Aquel regalo a la parrilla

Relato breve. Literatura veinticinqueña

(Por Rogelio Irigoin)

El pueblo moría a las diez de la noche. La descuidada logística marcaba que a esa hora se llevaría a cabo el plan, que ya antes había dado resultado. El viento norte, paralelo a las vías de trenes que ya no pasan, ayudaría a que el tornero de bigotes finitos no escuchara sonar a alguna alarma viva. En modo sigilo casi ninja, y sintiéndose miembros del sindicato del Hampa, entraron en acción. Un movimiento brusco, y ningún viento los ayudaría. Iba todo según lo planeado, hasta que, en la huida Zen, el más alto no tuvo mayor esfuerzo en saltar la medianera botín en bolsa, pero para el más bajito, no fue tan sencillo como otras veces. El medio ladrillo que hacía de escalón para el escape, dudosamente ya no estaba. Impulsándose con el dedo gordo de su pie derecho donde pudo y voleando su pierna izquierda como abrazando la no muy alta pared, miró por última vez el lugar del ilícito iluminado por la tímida luz de una farola maltratada por el tiempo, vio algo que le provocó unas inesperadas sístoles desbocadas, como quien ve una gárgola en un relámpago en una noche oscura. Se guarecieron. Casi por festejar el triunfo y con el botín hipnotizado en bolsa, el más bajito, expuso lo visto. El más alto casi fibrila. El sabor del éxito se transformó en comité de crisis. El caos trajo reproches. Los reproches trajeron ira. Uno de ellos trajo paz. Sentados con los codos en sus rodillas, y acordando que flagrancia mata relato, llegaron a una conclusión. Tenían dos opciones. Un arrepentimiento forzado, o el calabozo. Optaron por la primera, devolver con hombría lo robado. A la mañana siguiente, ya con el pueblo resucitado, emprendieron el largo camino de dos medias cuadras unidas por una esquina, con lo sustraído fuera de la bolsa, para no demostrar maltrato. Al doblar hacia la derecha por la calle casi principal, perpendicular a las vías y a la estación de trenes que ya no pasan, el más alto y el más bajito no soportaban la situación y querían volver por sobre sus pasos. Una fortaleza líder los disuadió de que era lo correcto, mencionándoles, que no eran muy acogedoras las habitaciones del destacamento., Siguieron caminando hacia lo del damnificado, el tornero de bigotes finitos, que tenía una cicatriz en su pómulo izquierdo, producto de un tenedor y su narcolepsia, que intensificaba su fama de cascarrabias.

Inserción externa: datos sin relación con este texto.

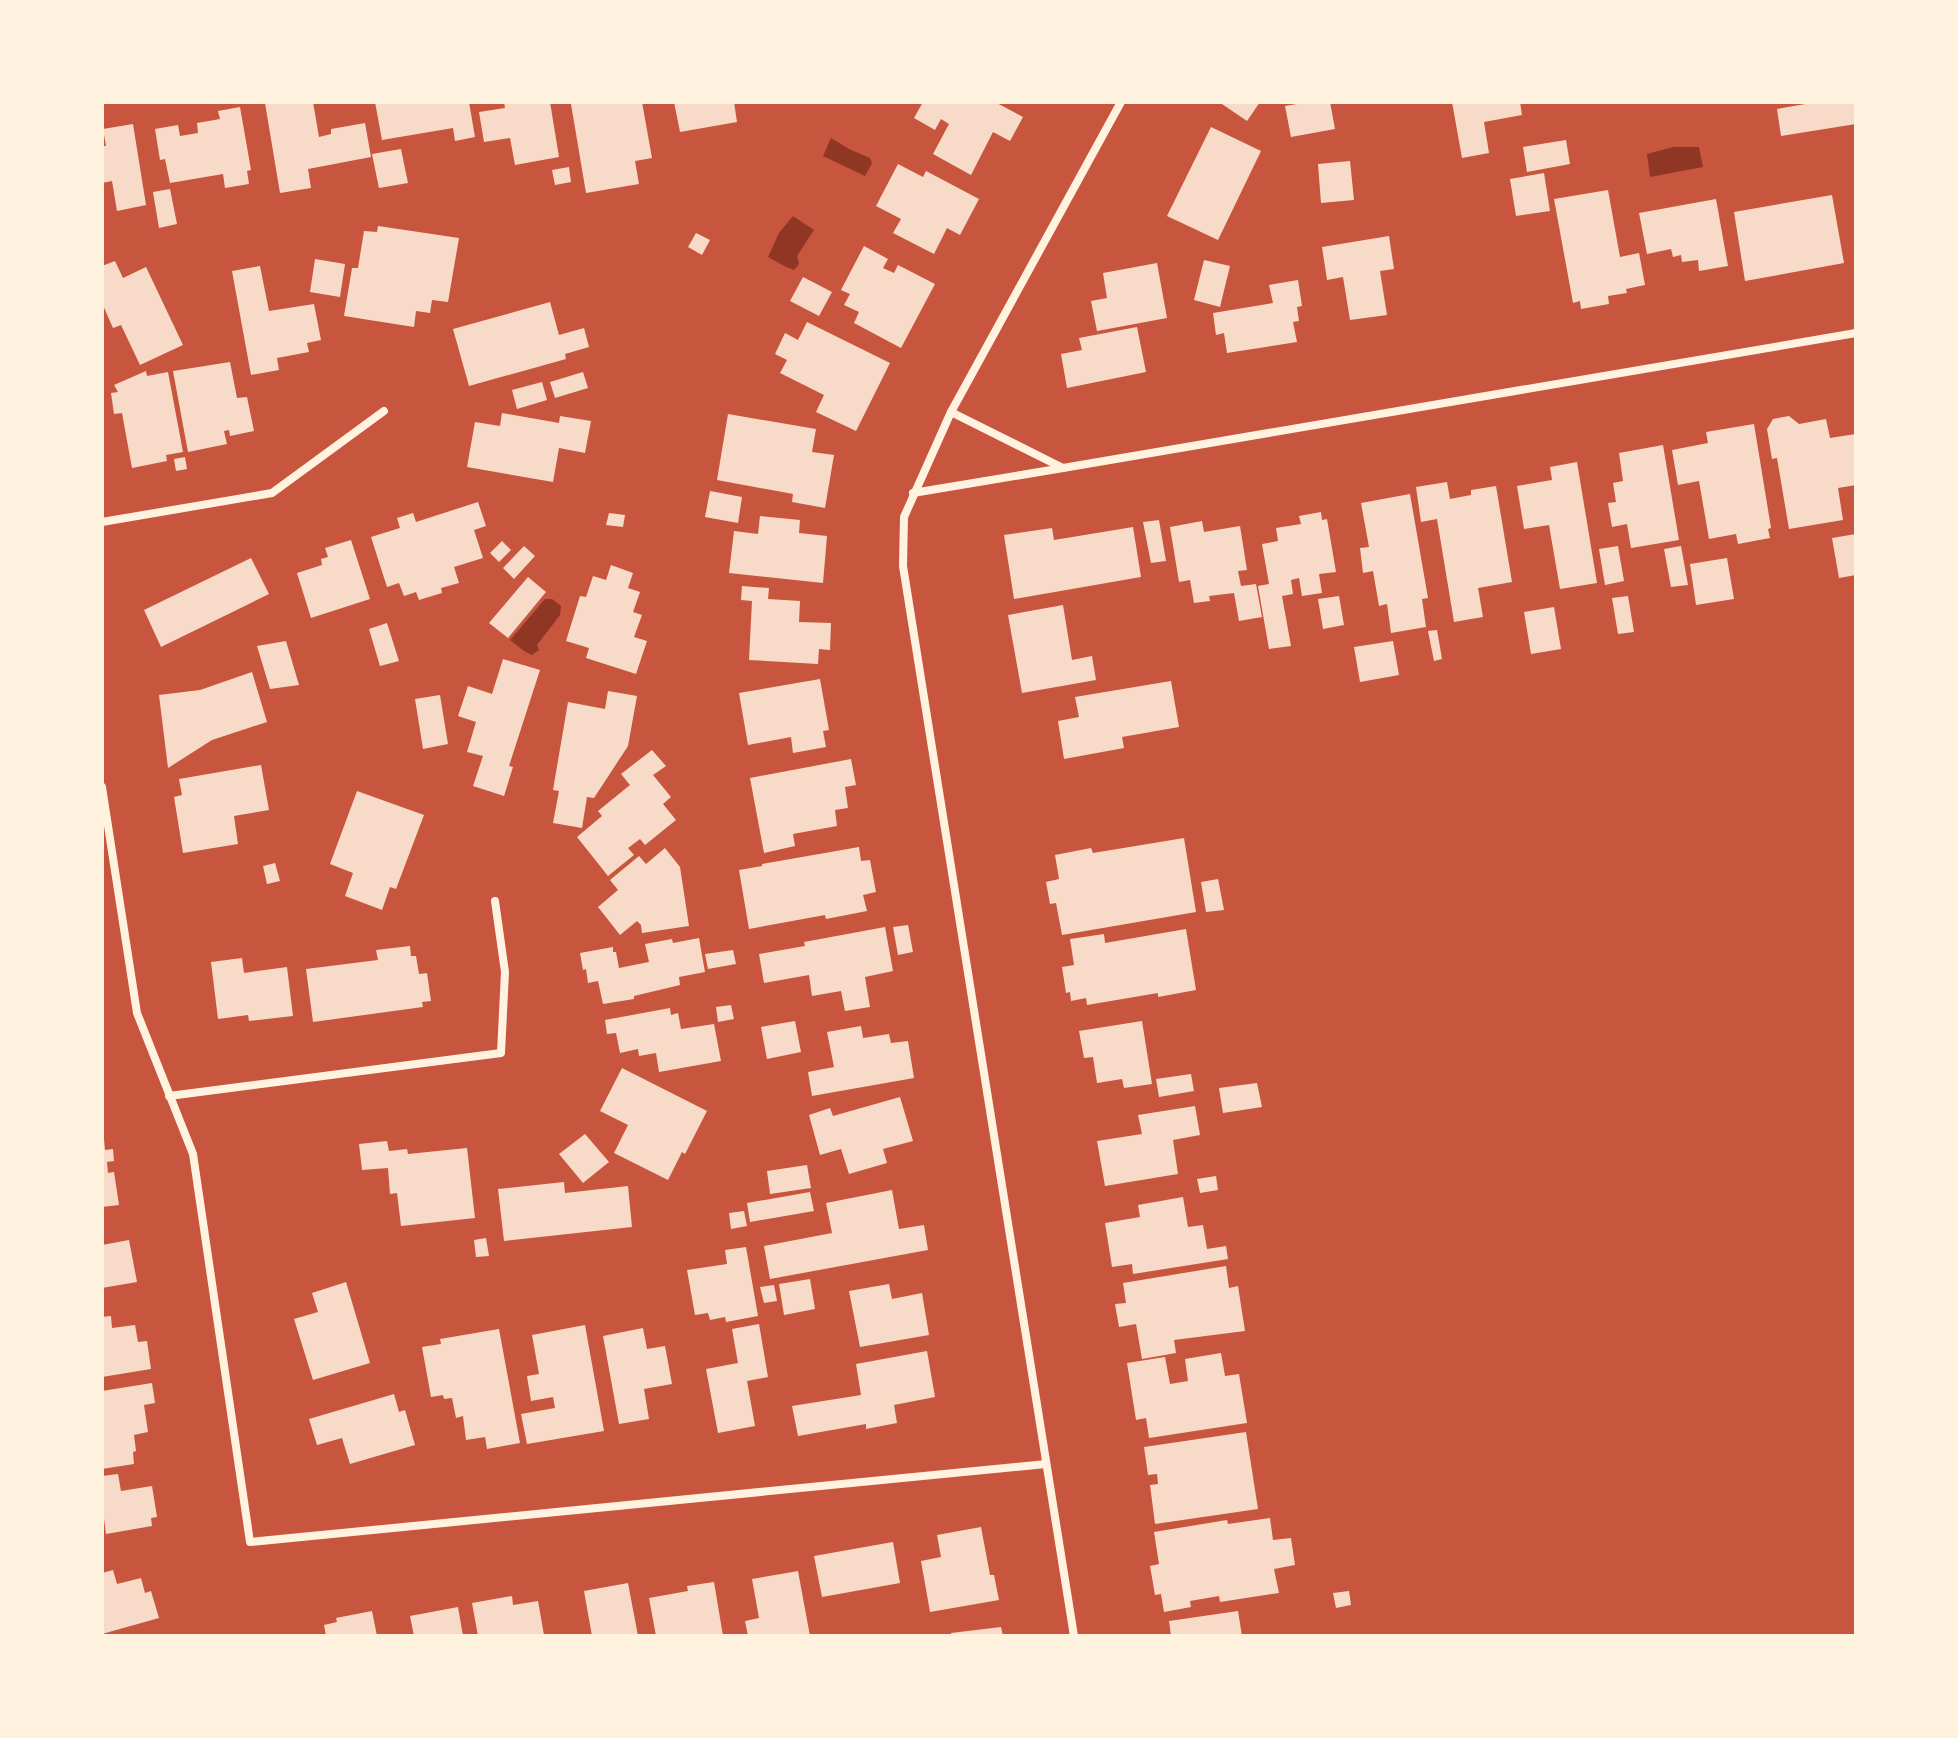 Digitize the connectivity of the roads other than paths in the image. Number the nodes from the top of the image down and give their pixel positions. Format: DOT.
graph roads {
  1 [pos="1121,102"];
  2 [pos="1856,333"];
  3 [pos="384,411"];
  4 [pos="951,412"];
  5 [pos="1063,468"];
  6 [pos="913,493"];
  7 [pos="102,522"];
  8 [pos="102,787"];
  9 [pos="495,901"];
  10 [pos="169,1096"];
  11 [pos="1046,1464"];
  12 [pos="1074,1636"];
  1 -- 4 [label="street"];
  2 -- 5 [label="street"];
  3 -- 7 [label="street"];
  4 -- 5 [label="street"];
  4 -- 6 [label="street"];
  5 -- 6 [label="street"];
  6 -- 11 [label="street"];
  8 -- 10 [label="street"];
  9 -- 10 [label="street"];
  10 -- 11 [label="street"];
  11 -- 12 [label="street"];
} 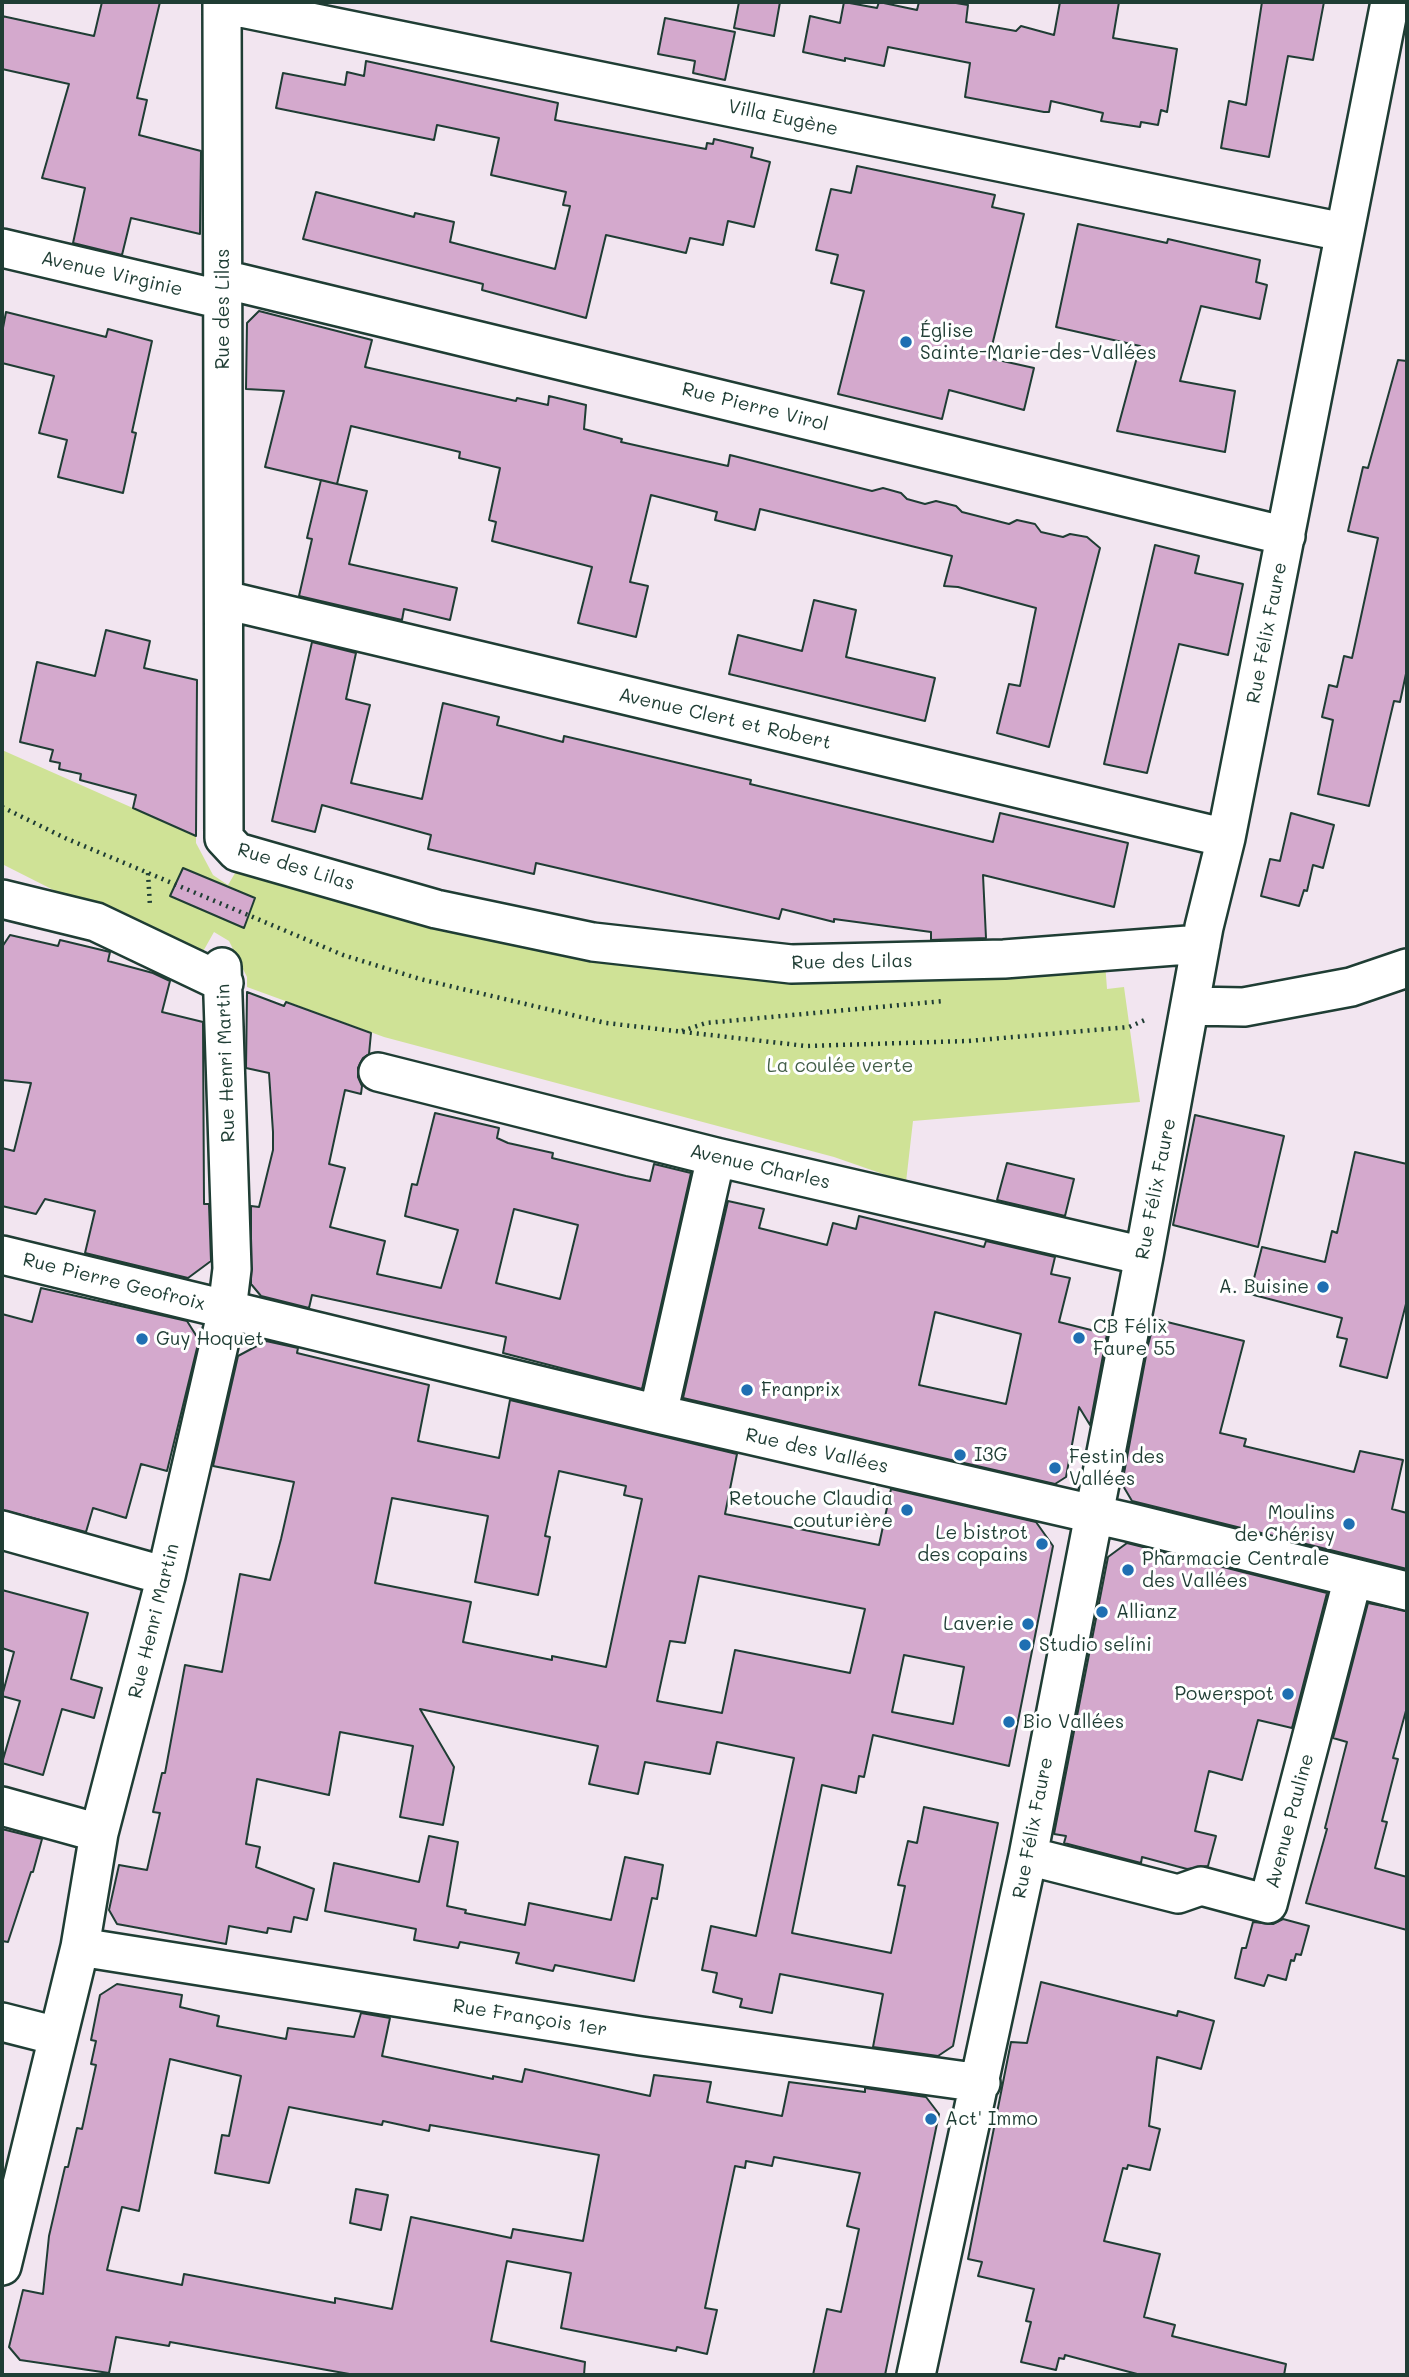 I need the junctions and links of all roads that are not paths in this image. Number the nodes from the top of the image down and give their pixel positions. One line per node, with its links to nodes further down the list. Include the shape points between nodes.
1 (1390, 2): 3 (street, Rue Félix Faure)
2 (222, 3): 3 (street, Villa Eugène); 5 (street, Rue des Lilas)
3 (1343, 232): 6 (street, Rue Félix Faure)
4 (2, 248): 5 (street, Avenue Virginie)
5 (223, 289): 6 (street, Rue Pierre Virol); 7 (street, Rue des Lilas)
6 (1286, 536): 8 (street, Rue Félix Faure)
7 (225, 600): 8 (street, Avenue Clert et Robert); 10 (street, Rue des Lilas, via 224,838 237,852 436,909 593,942 791,964 1004,959)
8 (1226, 838): 10 (street, Rue Félix Faure)
9 (2, 899): 17 (street, Rue Henri Martin, via 96,922 223,975 232,1269)
10 (1201, 944): 12 (street, Rue Félix Faure)
11 (1407, 968): 12 (street, via 1351,987 1244,1007)
12 (1191, 1006): 16 (street, Rue Félix Faure)
13 (378, 1072): 14 (street, Avenue Charles)
14 (716, 1157): 16 (street, Avenue Charles); 18 (street)
15 (2, 1255): 17 (street, Rue Pierre Geofroix)
16 (1144, 1256): 19 (street, Rue Félix Faure)
17 (227, 1310): 18 (street, Rue des Vallées); 21 (street, Rue Henri Martin)
18 (658, 1415): 19 (street, Rue des Vallées)
19 (1093, 1515): 22 (street, Rue des Vallées); 26 (street, Rue Félix Faure)
20 (2, 1530): 21 (street)
21 (166, 1576): 25 (street, Rue Henri Martin)
22 (1353, 1578): 23 (street, Rue des Vallées); 26 (street, Avenue Pauline, via 1268,1904 1201,1886 1178,1894)
23 (1407, 1591)
24 (2, 1806): 25 (street)
25 (99, 1833): 27 (street, Rue Henri Martin)
26 (1028, 1856): 30 (street, Rue Félix Faure)
27 (80, 1947): 29 (street, Rue Henri Martin); 30 (street, Rue François 1er, via 642,2036)
28 (2, 2022): 29 (street)
29 (57, 2036): 31 (street, Rue Henri Martin)
30 (981, 2083): 33 (street, Rue Félix Faure)
31 (14, 2160): 32 (street, Rue Henri Martin)
32 (2, 2266)
33 (916, 2375) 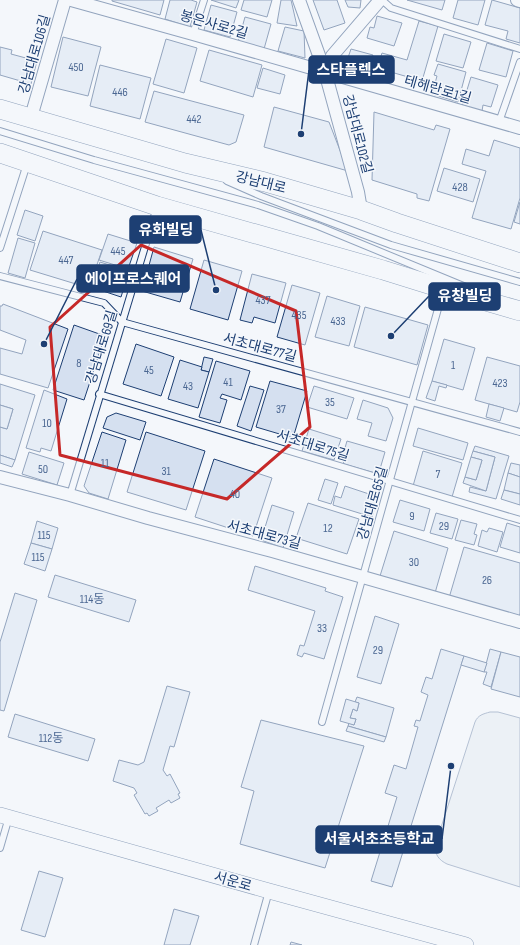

Excomulgados del sindicato y sosteniendo un tercio del botín cada uno, golpearon tímidamente la puerta. Sus pupilas dilatadísimas de bondad, no evitaban el cadalso. El tornero, que ya los había visto por la ventana y entendía la situación, abrió bruscamente la puerta. El más alto, con medio cráneo baldío, quedó inmóvil. El más bajito, sintió un hackeo de esfínter. Inclinaron sus cabezas de tal forma, que la guillotina haga un corte limpio. Dando el primer golpe y frenando al verdugo, el de mediana estatura habló. Ante tales palabras, el de bigotes finitos, los hizo pasar por la puerta del costado que da al fondo, a devolver lo que le pertenecía. Por encima de un alambrado con chapa abajo por los zorros, devolvieron dos tercios. El otro se los dio de regalo por la actitud. Ya saliendo y al ver que los tres miraban la cámara de seguridad, el tornero les dice; -¡Me la trajo mi hijo de la ciudad, el fin de semana que viene la conecta!

Cuando los despidió, les regaló un librito, creyendo que los iba a aleccionar para el resto de sus vidas. En el regreso no mediaron palabras. Sus cerebros no podían explicar esas sensaciones ya sin remedio. Con medio sol en el oeste, por detrás de la estación de trenes que ya no pasan, prendieron el fuego para cocinar el regalo a la parrilla, en el patio de la abuela del más alto, a unos metros de una pared ya escalada.
Arrepentidos de haberse arrepentido, miraban el fuego, aún sin entender. ¡Los
lechones de Don Ramirez ya están en peso! Pensaron.
Como una devolución de gentileza de la vida, el viento norte trajo tormenta. El regalo
se terminó de cocinar en el horno.
Entre platos con huesos y un librito que nunca leerían, frotaban sus panzas por llenura
y no por gloria, mientras que por la ventana y en silencio, miraban el vendaval.
Los años pasaron. El más alto y el más bajito se fueron del pueblo. El de mediana estatura, cada tanto se juntaba con sus amiguitos de cuatrerismo. y les contaba la anécdota del librito del Príncipe y la rosa.
Ya sin medio sol en el oeste, por detrás de la estación de trenes, que nunca más pasarán.